**PROBLEM TO WORK ON:** From the listing below, work out how many lines contain "Maruri"; the answer is that number and nothing more.

↓↓↓

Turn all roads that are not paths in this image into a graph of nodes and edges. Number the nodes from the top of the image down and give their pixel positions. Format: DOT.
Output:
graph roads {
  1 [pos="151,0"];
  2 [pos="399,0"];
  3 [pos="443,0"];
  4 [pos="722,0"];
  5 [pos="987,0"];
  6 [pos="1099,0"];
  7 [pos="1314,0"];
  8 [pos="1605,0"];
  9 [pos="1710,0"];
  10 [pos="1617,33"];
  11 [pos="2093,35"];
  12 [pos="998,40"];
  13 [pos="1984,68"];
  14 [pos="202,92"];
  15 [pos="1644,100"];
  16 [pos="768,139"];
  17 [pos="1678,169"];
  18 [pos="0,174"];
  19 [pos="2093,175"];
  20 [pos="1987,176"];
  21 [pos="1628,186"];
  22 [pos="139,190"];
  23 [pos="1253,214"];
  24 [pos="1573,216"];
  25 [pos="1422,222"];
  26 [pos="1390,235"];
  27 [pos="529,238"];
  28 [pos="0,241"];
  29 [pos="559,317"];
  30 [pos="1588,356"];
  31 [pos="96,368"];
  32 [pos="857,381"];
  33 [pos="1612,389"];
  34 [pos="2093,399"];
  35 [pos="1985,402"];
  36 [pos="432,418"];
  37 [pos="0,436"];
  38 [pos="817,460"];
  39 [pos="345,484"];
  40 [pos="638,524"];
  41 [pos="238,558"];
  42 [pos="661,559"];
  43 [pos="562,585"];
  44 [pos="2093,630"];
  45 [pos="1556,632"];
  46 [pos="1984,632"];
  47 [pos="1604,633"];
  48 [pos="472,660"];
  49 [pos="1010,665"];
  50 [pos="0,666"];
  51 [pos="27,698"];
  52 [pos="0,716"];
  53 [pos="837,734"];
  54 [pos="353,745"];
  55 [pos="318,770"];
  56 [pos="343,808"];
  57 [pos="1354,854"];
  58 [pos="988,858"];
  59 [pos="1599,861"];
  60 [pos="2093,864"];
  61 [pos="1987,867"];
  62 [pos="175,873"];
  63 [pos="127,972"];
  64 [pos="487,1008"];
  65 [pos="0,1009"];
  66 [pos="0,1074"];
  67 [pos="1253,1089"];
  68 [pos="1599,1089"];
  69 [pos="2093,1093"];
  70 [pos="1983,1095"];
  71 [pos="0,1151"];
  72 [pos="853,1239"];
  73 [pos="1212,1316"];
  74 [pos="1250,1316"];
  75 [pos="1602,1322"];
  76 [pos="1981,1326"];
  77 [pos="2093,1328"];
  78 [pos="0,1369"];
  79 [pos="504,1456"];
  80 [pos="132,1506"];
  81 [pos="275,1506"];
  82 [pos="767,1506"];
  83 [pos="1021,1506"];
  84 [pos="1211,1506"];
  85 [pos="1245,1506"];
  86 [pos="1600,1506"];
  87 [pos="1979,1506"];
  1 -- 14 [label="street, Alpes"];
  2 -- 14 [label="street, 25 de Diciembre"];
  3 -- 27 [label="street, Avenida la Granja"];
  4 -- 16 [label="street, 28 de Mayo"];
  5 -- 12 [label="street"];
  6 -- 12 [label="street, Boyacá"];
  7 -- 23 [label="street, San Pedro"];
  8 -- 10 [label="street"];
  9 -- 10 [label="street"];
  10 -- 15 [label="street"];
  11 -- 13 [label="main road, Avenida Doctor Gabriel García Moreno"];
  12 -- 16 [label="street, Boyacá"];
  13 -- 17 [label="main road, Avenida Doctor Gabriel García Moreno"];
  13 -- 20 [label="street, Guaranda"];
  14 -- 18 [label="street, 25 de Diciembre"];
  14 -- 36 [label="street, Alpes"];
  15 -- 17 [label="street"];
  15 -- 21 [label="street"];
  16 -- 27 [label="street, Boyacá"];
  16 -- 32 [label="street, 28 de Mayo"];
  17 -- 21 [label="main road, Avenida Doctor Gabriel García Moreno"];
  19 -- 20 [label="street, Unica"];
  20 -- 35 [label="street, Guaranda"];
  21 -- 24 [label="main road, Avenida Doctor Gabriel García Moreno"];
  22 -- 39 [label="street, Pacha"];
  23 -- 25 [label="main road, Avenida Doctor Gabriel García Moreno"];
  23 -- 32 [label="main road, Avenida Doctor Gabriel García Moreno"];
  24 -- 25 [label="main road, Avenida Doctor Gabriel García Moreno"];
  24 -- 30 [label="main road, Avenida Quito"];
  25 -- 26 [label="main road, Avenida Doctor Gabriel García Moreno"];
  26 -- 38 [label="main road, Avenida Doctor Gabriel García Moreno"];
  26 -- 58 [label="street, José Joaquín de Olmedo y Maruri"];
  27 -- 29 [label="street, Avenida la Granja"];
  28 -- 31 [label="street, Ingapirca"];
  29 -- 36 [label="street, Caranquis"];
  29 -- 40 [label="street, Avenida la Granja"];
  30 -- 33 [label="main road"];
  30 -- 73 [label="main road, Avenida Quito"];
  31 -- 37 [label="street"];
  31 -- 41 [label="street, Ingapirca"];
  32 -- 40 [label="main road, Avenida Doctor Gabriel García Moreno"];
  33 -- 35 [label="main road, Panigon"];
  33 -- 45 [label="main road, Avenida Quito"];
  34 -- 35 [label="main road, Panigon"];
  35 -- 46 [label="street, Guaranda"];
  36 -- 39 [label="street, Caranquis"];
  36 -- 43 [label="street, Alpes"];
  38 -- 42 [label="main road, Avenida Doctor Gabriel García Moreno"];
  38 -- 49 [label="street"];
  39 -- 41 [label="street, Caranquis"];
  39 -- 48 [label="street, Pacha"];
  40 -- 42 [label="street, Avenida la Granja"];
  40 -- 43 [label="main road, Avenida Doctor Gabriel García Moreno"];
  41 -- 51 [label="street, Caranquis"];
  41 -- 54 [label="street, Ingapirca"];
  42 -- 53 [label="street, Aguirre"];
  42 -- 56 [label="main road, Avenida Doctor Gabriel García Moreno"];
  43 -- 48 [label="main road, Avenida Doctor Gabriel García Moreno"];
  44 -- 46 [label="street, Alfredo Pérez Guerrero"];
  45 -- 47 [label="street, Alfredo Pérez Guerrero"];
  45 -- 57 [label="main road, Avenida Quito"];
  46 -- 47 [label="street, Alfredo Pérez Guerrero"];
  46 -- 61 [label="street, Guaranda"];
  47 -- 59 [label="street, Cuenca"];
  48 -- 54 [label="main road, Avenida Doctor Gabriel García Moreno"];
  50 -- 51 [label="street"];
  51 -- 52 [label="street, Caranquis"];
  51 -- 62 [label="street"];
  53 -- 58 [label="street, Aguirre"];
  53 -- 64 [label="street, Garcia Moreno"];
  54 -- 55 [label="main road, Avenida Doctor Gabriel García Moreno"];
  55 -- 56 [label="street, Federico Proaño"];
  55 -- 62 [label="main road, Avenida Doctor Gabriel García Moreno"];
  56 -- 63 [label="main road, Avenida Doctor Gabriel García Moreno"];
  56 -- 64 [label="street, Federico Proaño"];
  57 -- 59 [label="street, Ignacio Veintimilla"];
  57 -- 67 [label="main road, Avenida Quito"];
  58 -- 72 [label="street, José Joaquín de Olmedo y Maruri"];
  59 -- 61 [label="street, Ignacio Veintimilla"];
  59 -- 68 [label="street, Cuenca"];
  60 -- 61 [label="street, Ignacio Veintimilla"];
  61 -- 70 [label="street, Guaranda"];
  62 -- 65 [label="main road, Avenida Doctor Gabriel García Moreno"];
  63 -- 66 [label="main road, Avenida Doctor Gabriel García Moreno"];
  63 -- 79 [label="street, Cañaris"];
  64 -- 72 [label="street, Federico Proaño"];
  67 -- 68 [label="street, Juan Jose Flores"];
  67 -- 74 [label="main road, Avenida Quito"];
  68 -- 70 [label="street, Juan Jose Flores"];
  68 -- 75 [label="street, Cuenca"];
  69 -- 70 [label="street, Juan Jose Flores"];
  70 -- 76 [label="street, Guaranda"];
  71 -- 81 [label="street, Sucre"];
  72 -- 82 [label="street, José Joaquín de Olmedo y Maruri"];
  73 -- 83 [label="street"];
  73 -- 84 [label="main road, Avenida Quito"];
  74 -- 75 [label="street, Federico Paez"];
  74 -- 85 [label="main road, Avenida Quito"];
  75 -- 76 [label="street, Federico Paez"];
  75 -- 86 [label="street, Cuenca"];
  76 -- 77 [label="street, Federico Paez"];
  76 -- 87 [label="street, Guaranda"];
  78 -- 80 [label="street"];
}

↑↑↑

**ANSWER BOX:** 3